Quand cette lettre arriva à madame Charmet, la jeune femme était seule.
Elle la lut avec attention, et murmura :
– Maintenant, mon dernier doute s’évanouit, le marquis don Inigo de los Montes et le vicomte de Cambolh ne font qu’un.
Baccarat sonna. La vieille gouvernante parut.
– Marguerite, lui dit-elle, demandez ma voiture. Je sors, et ne rentrerai pas aujourd’hui.
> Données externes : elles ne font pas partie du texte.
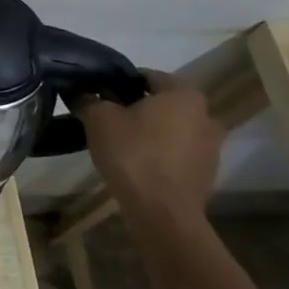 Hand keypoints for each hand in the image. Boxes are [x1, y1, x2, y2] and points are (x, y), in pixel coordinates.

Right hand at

Je vous confie la petite, vous en prendrez soin.
– Madame peut être tranquille, répondit la servante.
Baccarat courut chez le comte Artoff.
Le jeune Russe s’attendait à cette visite, depuis qu’il avait reçu la lettre de madame de Saint-Alphonse.
– Tenez, mon ami, dit Baccarat en lui tendant cette lettre.
Le comte la lut :
– Cet homme, dit-il, est bien le vicomte de Cambolh. On n’en peut douter. Maintenant, que faire ?
– C’est ce que nous allons décider.
Et Baccarat demeura rêveuse un moment.
– Mon ami, dit-elle tout à coup, vous savez que M. de Kergaz, sa femme et ce misérable sir Williams sont partis hier matin ?
– Vous me l’avez dit.
– Pourquoi ce brusque départ ? je l’ignore. Mais, à coup sûr, c’est une machination nouvelle de sir Williams. Je crois donc qu’il faut nous hâter.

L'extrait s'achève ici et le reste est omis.